Jean-Claude Lalumière : Ce Mexicain qui venait du Japon et me parlait de l’Auvergne/Tais-toi et va-t’en !
Et c’est reparti pour la tentation d’une lecture liée à un titre farfelu. Jamais je n’ai été emballée par les fakirs qui squattent une armoire Ikéa (voir : L'extraordinaire voyage du fakir qui était resté coincé dans une armoire Ikea de Romain Puertolas) ou par les Wilt qui se tapent des mégères (voir : Le gang des mégères inapprivoisées de Tom Sharp) Avec Ce Mexicain qui venait du Japon et me parlait de l’Auvergne, on reste dans le même genre : tout dans le titre, rien dans le roman. Pas de surprise, donc pour ce roman écrit par Jean-Claude Lalumière et paru en 2016 aux éditions Flammarion.

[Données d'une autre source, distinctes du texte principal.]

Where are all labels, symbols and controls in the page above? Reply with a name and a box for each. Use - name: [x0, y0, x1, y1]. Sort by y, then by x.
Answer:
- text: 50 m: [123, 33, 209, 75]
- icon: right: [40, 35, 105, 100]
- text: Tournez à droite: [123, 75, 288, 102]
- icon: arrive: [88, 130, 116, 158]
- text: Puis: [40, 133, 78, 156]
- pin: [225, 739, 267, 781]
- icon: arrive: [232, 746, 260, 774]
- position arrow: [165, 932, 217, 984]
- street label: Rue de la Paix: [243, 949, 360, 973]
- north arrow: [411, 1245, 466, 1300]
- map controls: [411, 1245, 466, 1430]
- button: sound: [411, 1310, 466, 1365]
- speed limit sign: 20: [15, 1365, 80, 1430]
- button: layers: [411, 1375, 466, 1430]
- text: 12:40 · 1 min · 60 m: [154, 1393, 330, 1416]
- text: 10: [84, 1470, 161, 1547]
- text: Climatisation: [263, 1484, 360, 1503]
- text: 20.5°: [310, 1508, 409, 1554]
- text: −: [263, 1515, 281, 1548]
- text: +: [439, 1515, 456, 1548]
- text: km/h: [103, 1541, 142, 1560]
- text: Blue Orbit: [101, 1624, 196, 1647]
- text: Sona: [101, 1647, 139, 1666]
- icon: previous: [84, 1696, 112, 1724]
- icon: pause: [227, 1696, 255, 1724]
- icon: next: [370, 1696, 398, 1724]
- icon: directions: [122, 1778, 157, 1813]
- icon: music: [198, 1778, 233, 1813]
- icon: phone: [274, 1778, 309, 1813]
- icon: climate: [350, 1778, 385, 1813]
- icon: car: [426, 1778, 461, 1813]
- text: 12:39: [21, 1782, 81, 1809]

Benjamin Lechevalier rêve de voyage, raison pour laquelle il accepte de devenir VRP pour promouvoir un espace culturel nommé la Cité de l’air du temps. Au début, il se retrouve à parcourir la France en TGV car c’est son collègue, Petitclerc, qui s’octroie les voyages intéressants. Cependant, Benjamin rencontre, lors de réunions et autres séminaires, une certaine Clara qui lui plait beaucoup. Et puis, voilà que Petitclercq abandonne à Benjamin des déplacements plus intéressants car il a rencontré une femme à Milan et songe à ralentir la cadence pour s’offrir du bon temps. Benjamin voyage donc en Europe, puis dans le monde entier. Cependant, très vite, l’ennui le gagne : des endroits par lesquels il passe le laissent indifférent car il n’a pas le temps de les visiter et ses voyages l’entrainent dans des lieux sans intérêt, standardisés. Cependant, il finit par trouver l’âme sœur lors de ses voyages : elle s’appelle Clara et c’est la femme de ses rêves de VRP.
Avec ce Mexicain qui venait du Japon et me parlait de l’Auvergne, Jean-Claude Lalumière nous offre un roman qui se lit rapidement et s’oublie aussitôt tant il est vide de tout : l’histoire est sans intérêt, et l’humour suggéré par le titre est inexistant. Le récit se contente de trimbaler le lecteur de villes en pays, de pays en continents sans qu’il ne se passe rien car l’intrigue amoureuse se résume à une rencontre et des retrouvailles professionnelles de temps à autre lors d’une manifestation commerciale pour finir par un gros baiser sur la bouche qui laisse présager « ils se marièrent et eurent beaucoup d’enfants ». Le récit des pérégrinations de Benjamin à travers le monde ne débouche sur aucune intrigue, pas même professionnelle. Sans doute l’auteur a-t-il voulu montrer qu’une vie passée à voyager n’a rien de très épanouissant ni d’enrichissant puisqu’on atterrit dans les mêmes aéroports, les mêmes gares, les mêmes salles de séminaire. D’ailleurs, d’abord enthousiasmé par l’idée de voyager, notre héros est bien vite fatigué et songe à se poser, à laisser sa place à un autre qui éprouvera les mêmes illusions et désillusions.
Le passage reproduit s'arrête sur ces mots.